Roger Bacon and Reg Keys, whose soldier sons were killed in Iraq, have crowd-funded £150k to bring a civil case against Tony Blair. Over the summer their lawyers have undertaken a “full and forensic” analysis of the 2.6 million-word Chilcot report. A trial could yet take place.
If it does the families must raise the money themselves, while taxpayers will foot the former Prime Minister’s legal bills because he is indemnified by the Cabinet Office.
So this is Tony Blair.
A man who may soon face trial for his part in one of the worst foreign policy disasters of recent times – but still has the gall to present himself as the honest broker in the Brexit debate. Only someone with the colossal self-belief of Tony Blair could think the world is waiting for him to find a “middle way” through this hopelessly intractable stand-off. Mind you, since he’s had the nerve to amass a fortune (“no more than £10 million”) by milking international contacts since leaving office in 2007, Blair is nothing if not bold.
The question is why the media lends him credibility, why politicians hang on his every word and why some voters want him back at the helm of a Labour Party he helped destroy. Nostalgia? Yearning for the days when voters had nothing more to worry about than the sincerity of Cool Britannia?
Blair’s intervention does only two things.
It distracts from the profoundly undemocratic power grab being forced through parliament this week by Theresa May and it indirectly validates her party’s vicious and hysterical position on immigration.
Why? Well look at the detail of Blair’s “compromise” proposal and ask yourself how it can possibly be described as a “Middle Way.”
Force EU immigrants to register on arrival. Force EU immigrants to show confirmation of a job offer.
Ban those without permission from renting a house, opening a bank account or accessing benefits. Introduce “discriminatory controls” to NHS treatment if migrants are economically inactive. (Do they get left to suffer on the pavement?)
Charge EU students more than home students.
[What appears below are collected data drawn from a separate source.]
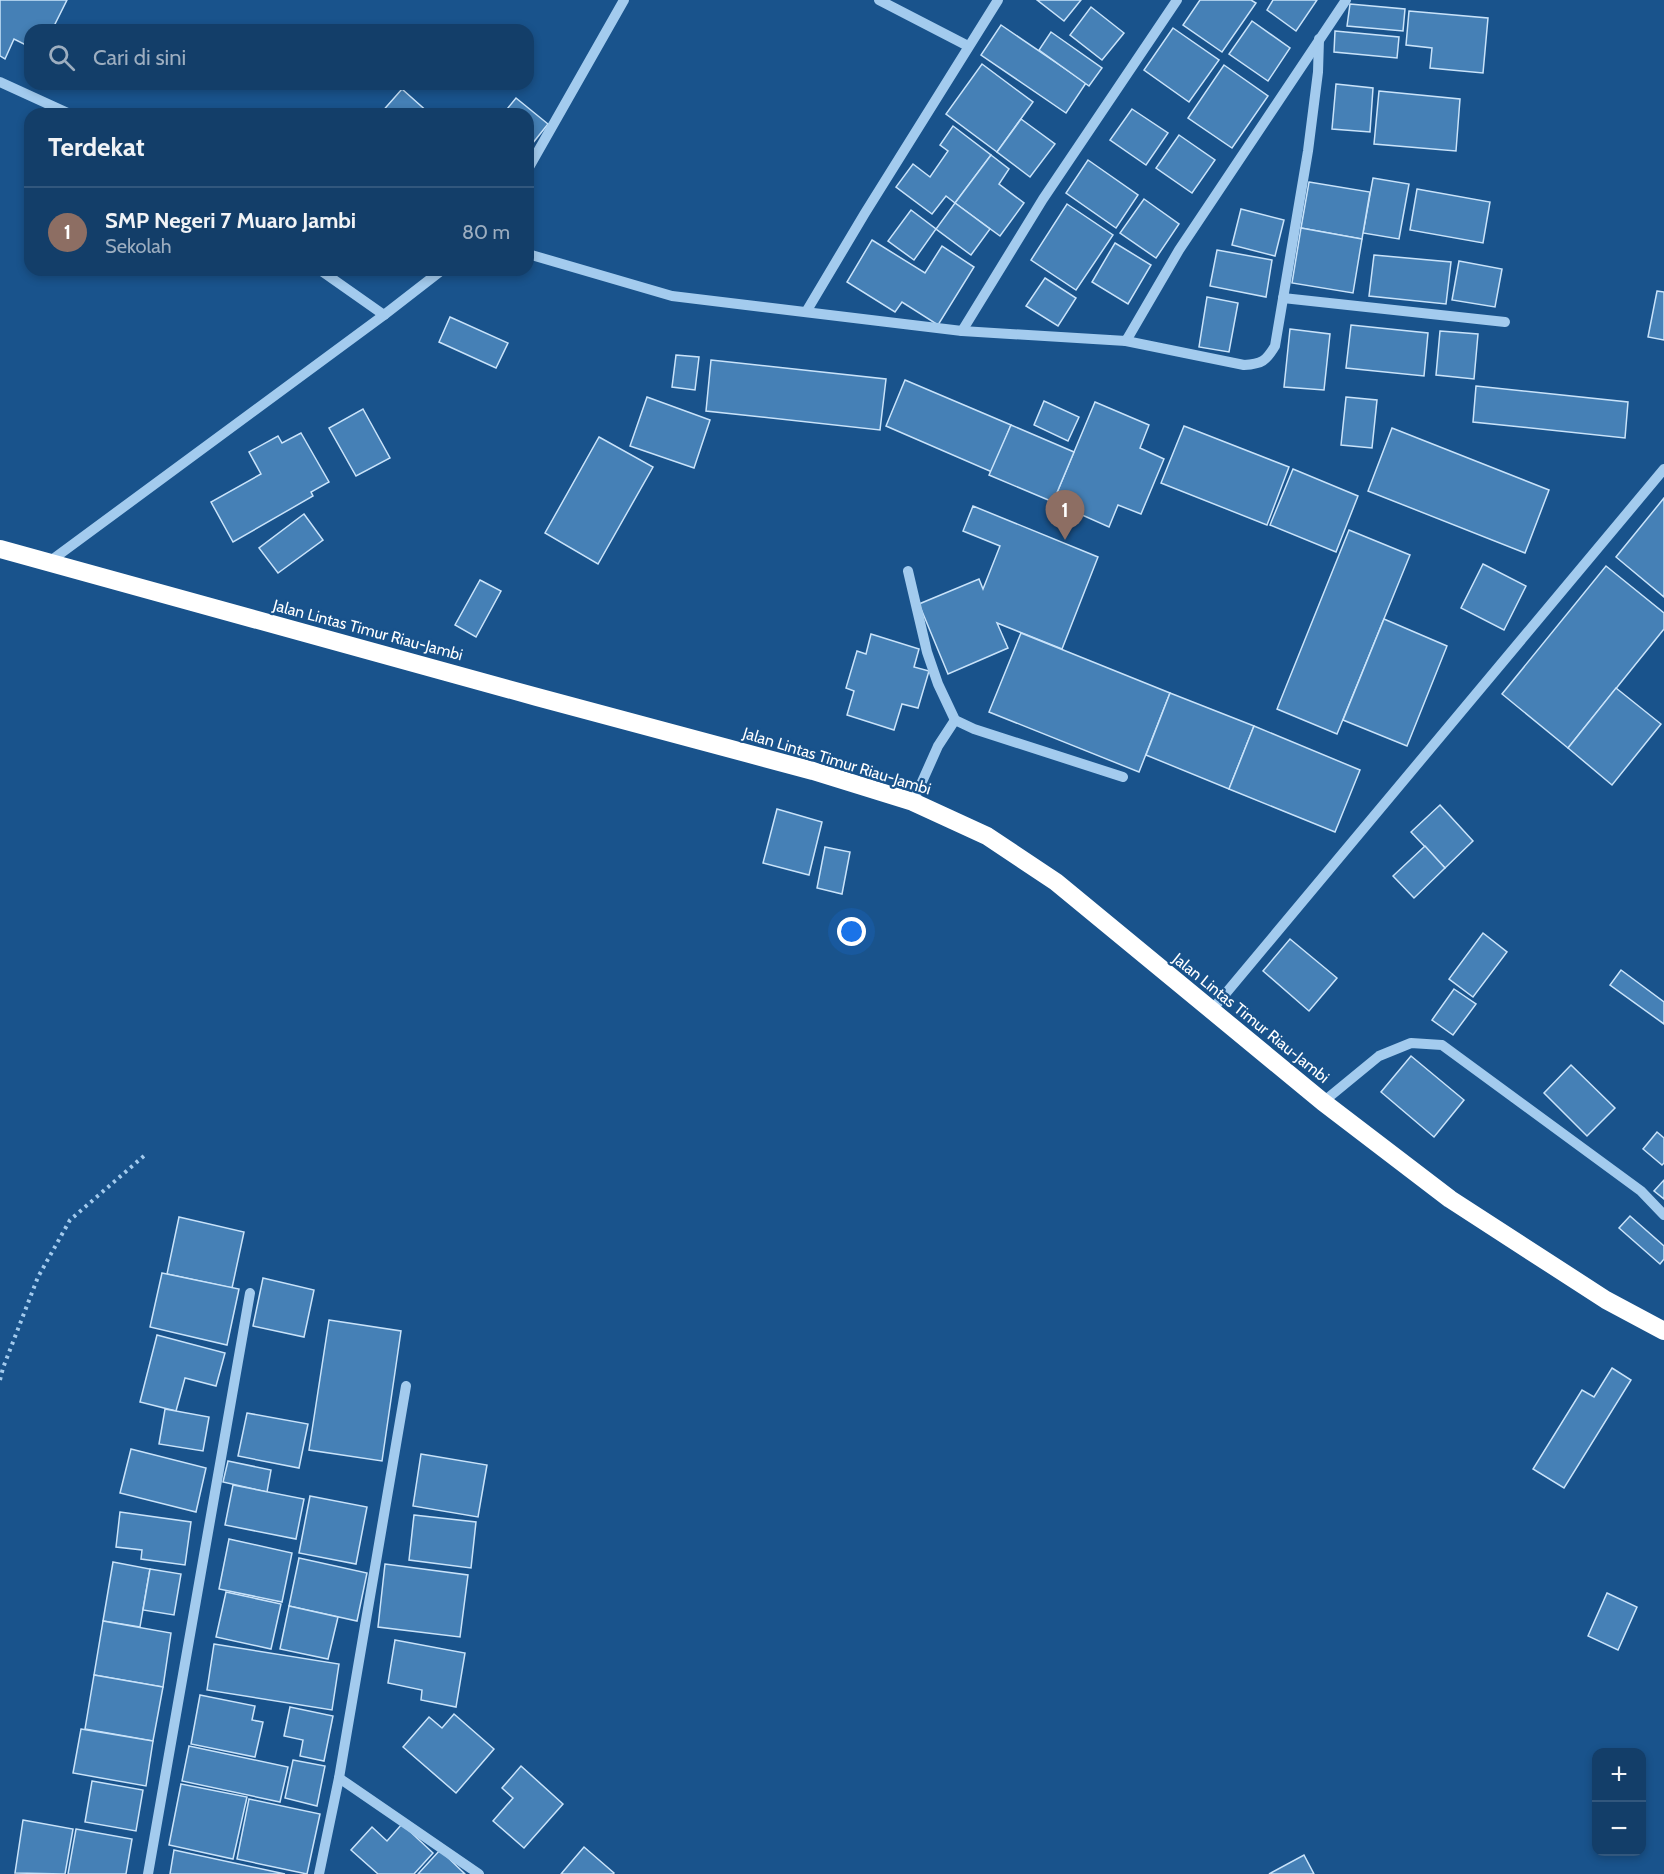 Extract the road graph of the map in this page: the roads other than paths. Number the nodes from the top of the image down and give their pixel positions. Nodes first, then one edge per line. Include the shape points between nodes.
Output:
1 (624, 0) edge
2 (879, 0) edge
3 (998, 0) edge
4 (1177, 0) edge
5 (1346, 0) edge
6 (1319, 39) junction
7 (968, 46) junction
8 (0, 82) edge
9 (57, 108) edge
10 (534, 158) edge
11 (534, 256) edge
12 (329, 276) edge
13 (434, 276) edge
14 (1283, 298) junction
15 (806, 312) junction
16 (384, 315) junction
17 (1505, 322) dead end
18 (962, 331) junction
19 (1126, 341) junction
20 (1664, 469) edge
21 (0, 549) edge
22 (49, 562) junction
23 (908, 571) dead end
24 (955, 720) junction
25 (1123, 777) dead end
26 (913, 802) junction
27 (1211, 1011) junction
28 (1323, 1102) junction
29 (1664, 1215) edge
30 (250, 1293) dead end
31 (1664, 1331) edge
32 (406, 1386) dead end
33 (339, 1778) junction
34 (148, 1874) edge
35 (319, 1874) edge
36 (479, 1874) edge

1 - 10 street
2 - 7 street
3 - 7 street
4 - 18 street via 1043,199
5 - 6 street
6 - 14 street via 1308,151
6 - 19 street via 1179,250
7 - 15 street
8 - 9 street
11 - 15 street via 672,296
12 - 16 street
13 - 16 street
14 - 17 street
14 - 19 street via 1275,346 1267,360 1255,365
15 - 18 street
16 - 22 street
18 - 19 street
20 - 27 street
21 - 22 highway, Jalan Lintas Timur Riau-Jambi
22 - 26 highway, Jalan Lintas Timur Riau-Jambi via 813,771
23 - 24 street via 927,652
24 - 25 street
24 - 26 street via 938,746
26 - 27 highway, Jalan Lintas Timur Riau-Jambi via 987,836 1056,882
27 - 28 highway, Jalan Lintas Timur Riau-Jambi
28 - 29 street via 1379,1056 1412,1043 1442,1045 1641,1191
28 - 31 highway, Jalan Lintas Timur Riau-Jambi via 1450,1199 1606,1300
30 - 34 street
32 - 33 street
33 - 35 street
33 - 36 street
Negotiate an “emergency brake” on migrants arriving when public services are overstretched.
These are draconian measures against workers who’ve proved they contribute more in tax than locals, return home when they say they will and have no undercutting impact on British wages. So Tony Blair’s punitive and hostile measures only constitute a “Middle Way” compared with the Tory party’s xenophobic and “catastrophic” proposals to deport unskilled migrant workers after two years and prevent those on a low income arriving here in the first place.
Do Scots really want to live in a country where these are the only available shades of grey in immigration policy?
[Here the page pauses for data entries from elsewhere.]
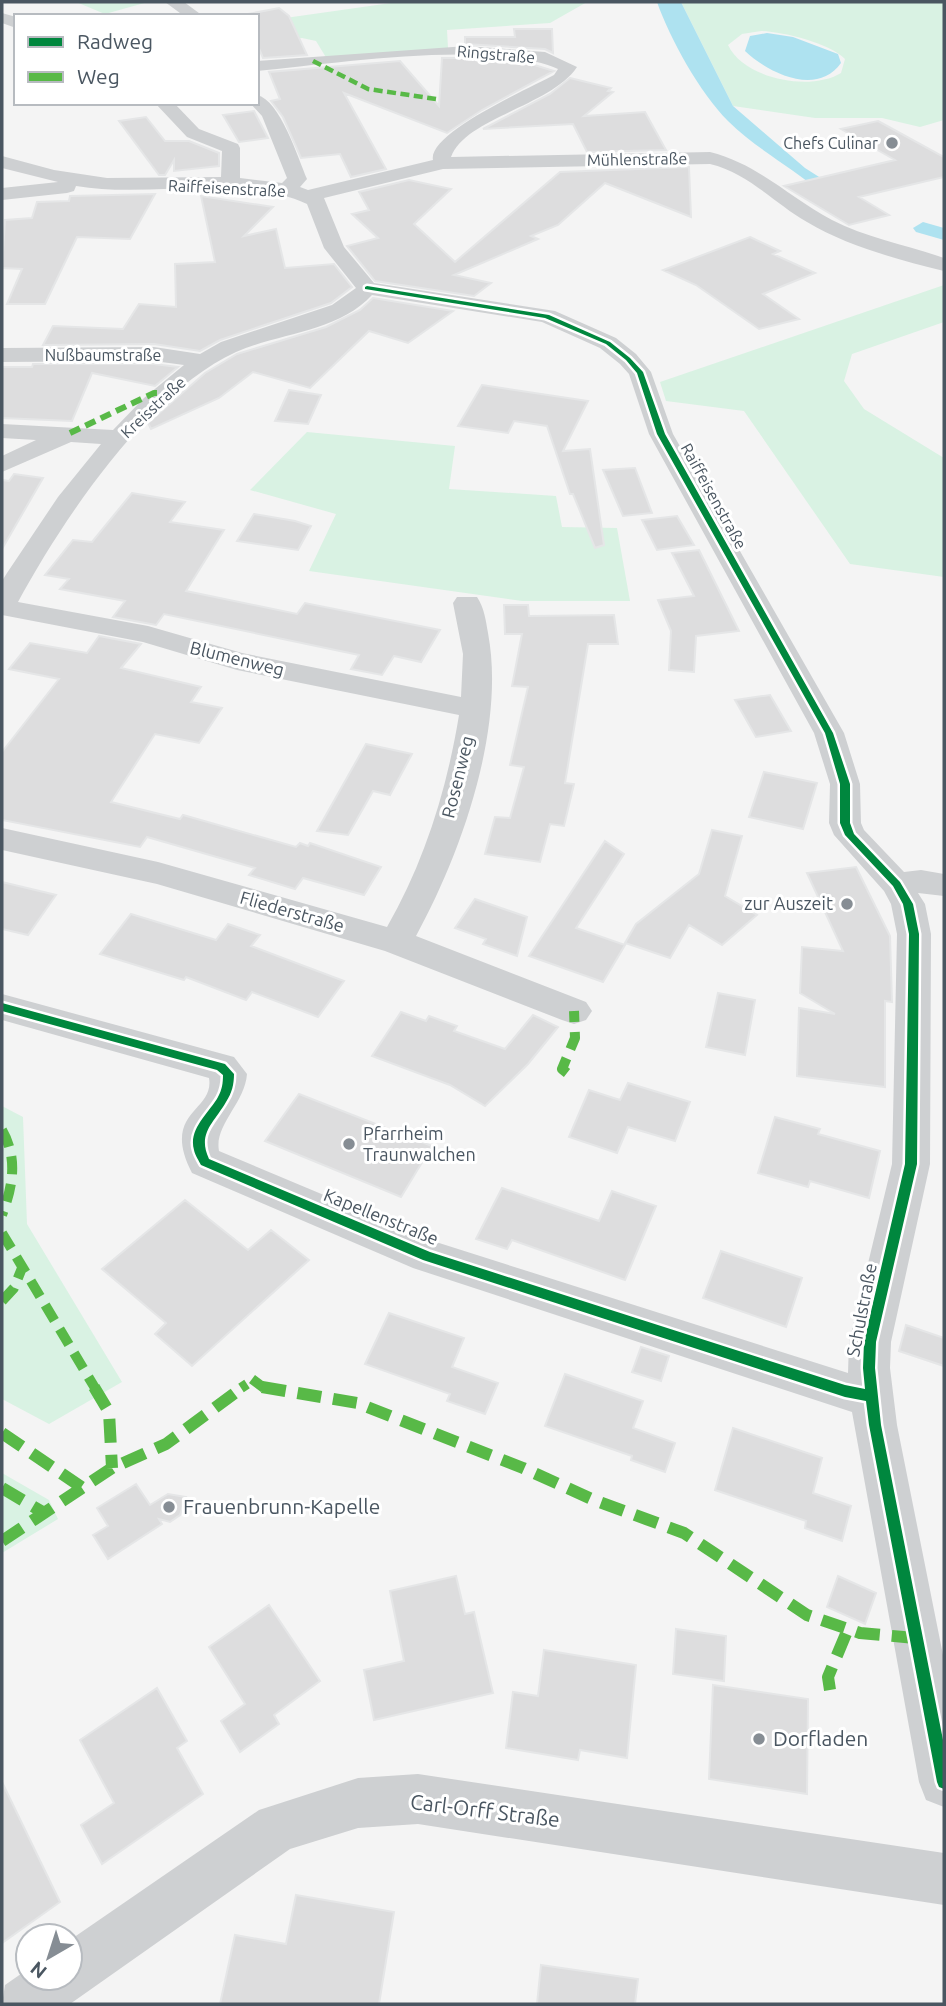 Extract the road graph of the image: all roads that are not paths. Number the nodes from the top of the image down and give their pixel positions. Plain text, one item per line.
1 (173, 2) edge
2 (192, 14) edge
3 (259, 66) edge
4 (259, 102) edge
5 (166, 105) edge
6 (2, 162) edge
7 (443, 163) junction
8 (87, 181) junction
9 (230, 185) junction
10 (287, 189) junction
11 (2, 194) edge
12 (307, 196) junction
13 (944, 265) edge
14 (367, 288) junction
15 (2, 355) edge
16 (204, 361) junction
17 (2, 432) edge
18 (70, 433) junction
19 (119, 438) junction
20 (2, 466) edge
21 (467, 603) dead end
22 (2, 606) edge
23 (474, 709) junction
24 (2, 839) edge
25 (897, 884) junction
26 (944, 885) edge
27 (396, 942) junction
28 (2, 1007) edge
29 (574, 1011) dead end
30 (871, 1395) junction
31 (944, 1782) edge
32 (944, 1879) edge
33 (84, 1962) edge
34 (42, 1992) edge
35 (24, 2004) edge

1 - 2 street
3 - 7 street, Ringstraße
4 - 10 street
5 - 9 street
6 - 8 street, Raiffeisenstraße
7 - 12 street, Mühlenstraße
7 - 13 street, Mühlenstraße
8 - 9 street, Raiffeisenstraße
8 - 11 street
9 - 10 street, Raiffeisenstraße
10 - 12 street, Raiffeisenstraße
12 - 14 street, Raiffeisenstraße
14 - 16 street, Kreisstraße
14 - 25 street, Raiffeisenstraße
15 - 16 street, Nußbaumstraße
16 - 19 street, Kreisstraße
17 - 18 street
18 - 19 street
18 - 20 street
19 - 22 street, Kreisstraße
21 - 23 street, Rosenweg
22 - 23 street, Blumenweg
23 - 27 street, Rosenweg
24 - 27 street, Fliederstraße
25 - 26 street
25 - 30 street, Schulstraße
27 - 29 street, Fliederstraße
28 - 30 street, Kapellenstraße
30 - 31 street, Schulstraße
32 - 33 street, Carl-Orff Straße
34 - 35 street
Of course some will argue the debate over borders has become hysterical across the whole world right now.
Donald Trump has vowed to halve immigration to 500,000 and cap the number of refugees at 50,000 and Hungary, Poland and the Czech Republic are being sued by the EU for refusing to accept their share of refugees.
But there is another more humane and economically sensible approach. In the German leaders debate last week, Conservative Angela Merkel defended an open border policy that saw one million migrants arrive – she insisted they pose no threat to voters. Her Social Democratic opponent agreed. It’s true that this defiantly upbeat position may help extreme right win parties – but probably not enough to topple Ms Merkel.
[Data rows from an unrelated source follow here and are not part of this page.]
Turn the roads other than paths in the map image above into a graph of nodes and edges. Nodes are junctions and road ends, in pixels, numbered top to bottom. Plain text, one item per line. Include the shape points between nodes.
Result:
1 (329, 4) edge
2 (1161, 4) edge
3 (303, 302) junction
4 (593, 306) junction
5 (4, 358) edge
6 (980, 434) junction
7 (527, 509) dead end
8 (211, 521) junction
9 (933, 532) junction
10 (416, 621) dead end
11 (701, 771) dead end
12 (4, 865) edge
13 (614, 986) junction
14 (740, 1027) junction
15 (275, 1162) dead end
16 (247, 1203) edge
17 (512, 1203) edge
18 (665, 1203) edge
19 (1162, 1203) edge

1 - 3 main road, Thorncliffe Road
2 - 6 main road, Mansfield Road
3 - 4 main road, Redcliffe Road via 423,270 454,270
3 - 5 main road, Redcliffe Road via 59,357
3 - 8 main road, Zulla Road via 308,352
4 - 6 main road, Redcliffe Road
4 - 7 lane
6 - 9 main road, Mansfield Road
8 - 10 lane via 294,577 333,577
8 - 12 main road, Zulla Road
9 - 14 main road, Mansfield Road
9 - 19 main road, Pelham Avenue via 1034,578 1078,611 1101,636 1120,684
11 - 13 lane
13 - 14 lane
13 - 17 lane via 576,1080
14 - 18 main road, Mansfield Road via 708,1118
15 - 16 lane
The lesson is clear. Within a liberal consensus, the Middle Way is fairly liberal.
Within a political culture of foreigner-blaming, grandiosity and panicky protectionism, the Middle Way resembles the modern thinking of Genghis Khan.
Blair’s intervention is not liberal because the British political consensus is not liberal. Or let’s be specific – the political consensus of England minus London is not liberal. It is disempowered, angry, suspicious, distant from power, unequal and lagging far behind London (and Scotland) in terms of investment, jobs and infrastructure.
Are we happy to see this outlook shape our future, foreign policy, relations with Europe and our attitude to incomers?
Sooner or later, Scots will have to decide.